I’ve not debugged ISDN on Asterisk, so I don’t know the details of how to obtain the log file.

However, Sangoma Support appears to show how to enable it in the CLI.

Thanks @dicko & @david55

I was able to make a log of PRI messages from the links that you shared.

https://pastebin.freepbx.org/view/2e84f99e

I have the disconnection messages too, if that is of any help

Make sure you have g711 ulaw and alaw enabled on the sip leg of the connection, if so enabled then you should see the media flow with rtp set debug on

ulaw and alaw are enabled, but couldn’t find g711 within codecs (GUI-> General SIP settings). g726 & g722 are also enabled

*law IS g711. You should only need alaw on your PRI but some providers might also support g722.

Given a proper configuration of your ISDN trunk then the bridged media streams with a TOS 5 should appear as RTP packets rtp set debug on if you set intense on your pri debug you should see more q931 details there also.

This is what I could get after setting debug on

https://pastebin.freepbx.org/view/61c70a3b

That indicates a successful negotiation of the Q.931 DID to the Asterisk core.

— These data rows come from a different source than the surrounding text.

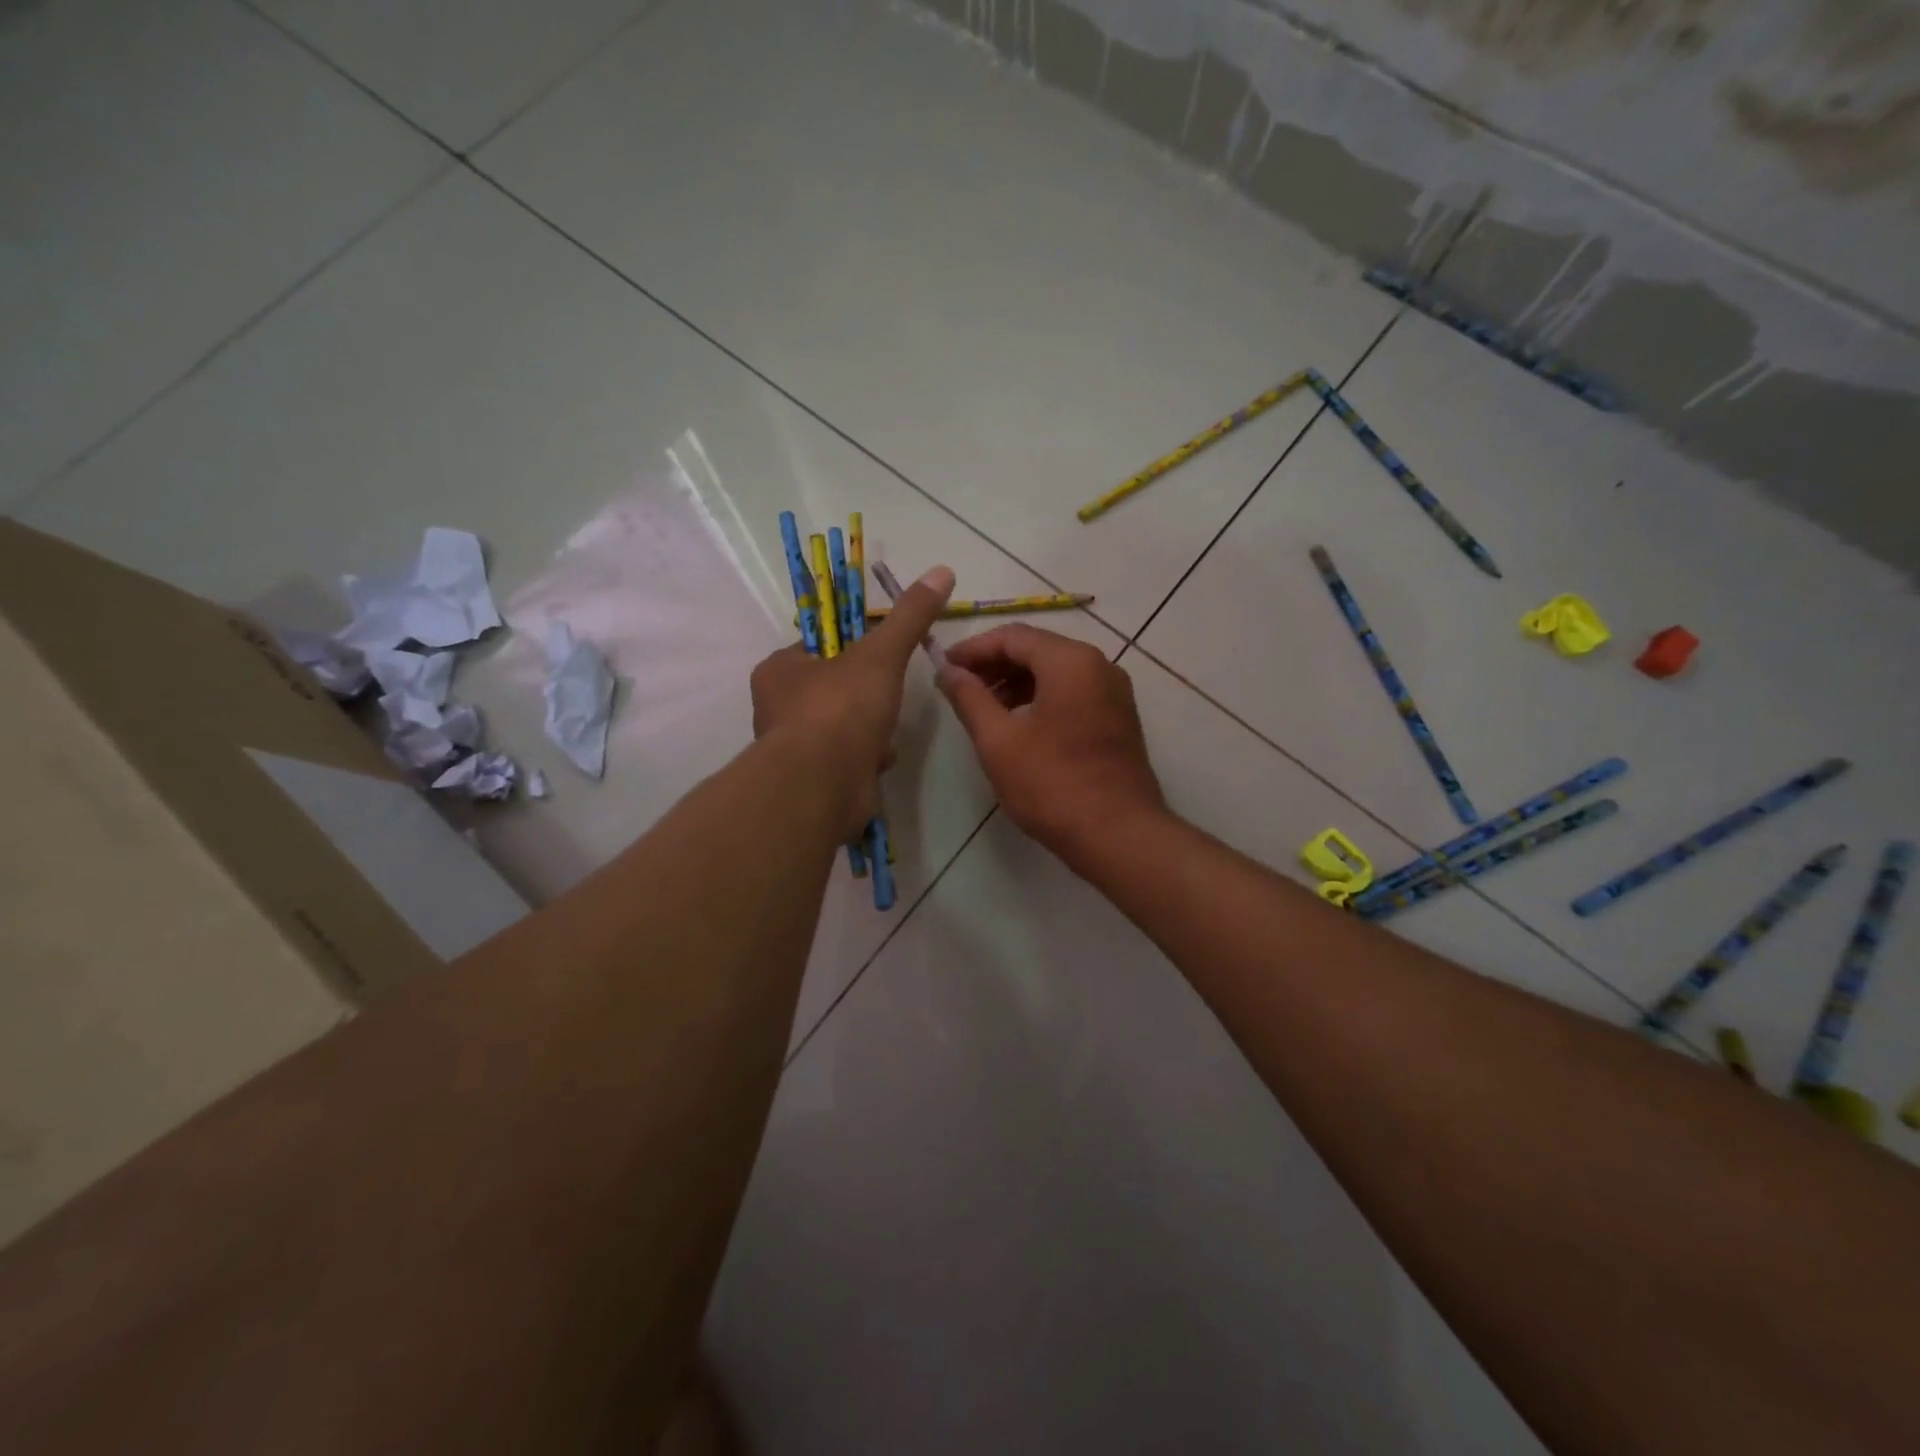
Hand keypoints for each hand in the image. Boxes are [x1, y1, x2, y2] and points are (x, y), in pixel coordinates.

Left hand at [750, 565, 954, 836]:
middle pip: (837, 687)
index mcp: (779, 671)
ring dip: (873, 728)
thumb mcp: (881, 653)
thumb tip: (942, 571)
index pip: (820, 647)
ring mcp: (795, 747)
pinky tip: (879, 760)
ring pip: (847, 725)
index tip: (882, 653)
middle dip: (870, 694)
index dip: (855, 647)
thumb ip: (909, 616)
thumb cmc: (841, 709)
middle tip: (887, 695)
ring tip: (883, 732)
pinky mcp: (815, 780)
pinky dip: (870, 757)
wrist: (824, 785)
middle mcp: (778, 708)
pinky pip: (851, 758)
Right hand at [936, 624, 1167, 861]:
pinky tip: (1018, 724)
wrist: (1119, 835)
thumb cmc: (1053, 786)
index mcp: (1071, 662)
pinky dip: (1041, 697)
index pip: (1013, 636)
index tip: (944, 666)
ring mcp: (1114, 692)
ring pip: (1056, 671)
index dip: (973, 648)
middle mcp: (1099, 665)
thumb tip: (948, 670)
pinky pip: (1073, 691)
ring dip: (1016, 682)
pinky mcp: (1118, 717)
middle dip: (994, 664)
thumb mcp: (998, 741)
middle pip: (1037, 649)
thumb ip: (969, 698)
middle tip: (959, 687)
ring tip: (984, 709)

Now you need to investigate the bridge created to your SIP endpoint. (the rtp thingy)

I did run “set rtp debug on”. Is there anything else I need to do to get more data for debugging?

Before the SDP session is negotiated a SIP session needs to be created, and agreed on. This you can debug using your chosen channel’s protocol’s debug phraseology or generically you could use sngrep.

Given a successful connection, then you either need to ‘answer’ the call or possibly enable ‘early media’ to hear anything.

Mostly this ‘just works’ :wink:

With sip debugging also on (sip set debug on), I do get this:

https://pastebin.freepbx.org/view/12d64f92

Once the call is answered, it works smoothly with audio. It’s only the ring that is not audible to the external caller. Internal calls between extensions do have audible rings on both sides.

How do I enable ‘early media’ to see if that helps ?

What endpoint should answer the call to 09811337714, apparently an Iranian number, (Iran is known to be exceedingly unfriendly to VOIP calling so the carrier might well be messing with you.)

This is an Indian cell number. The end point is a voip phone within the same network as the FreePBX server

Then explore the traffic to/from that endpoint , both SIP and any resultant SDP/RTP.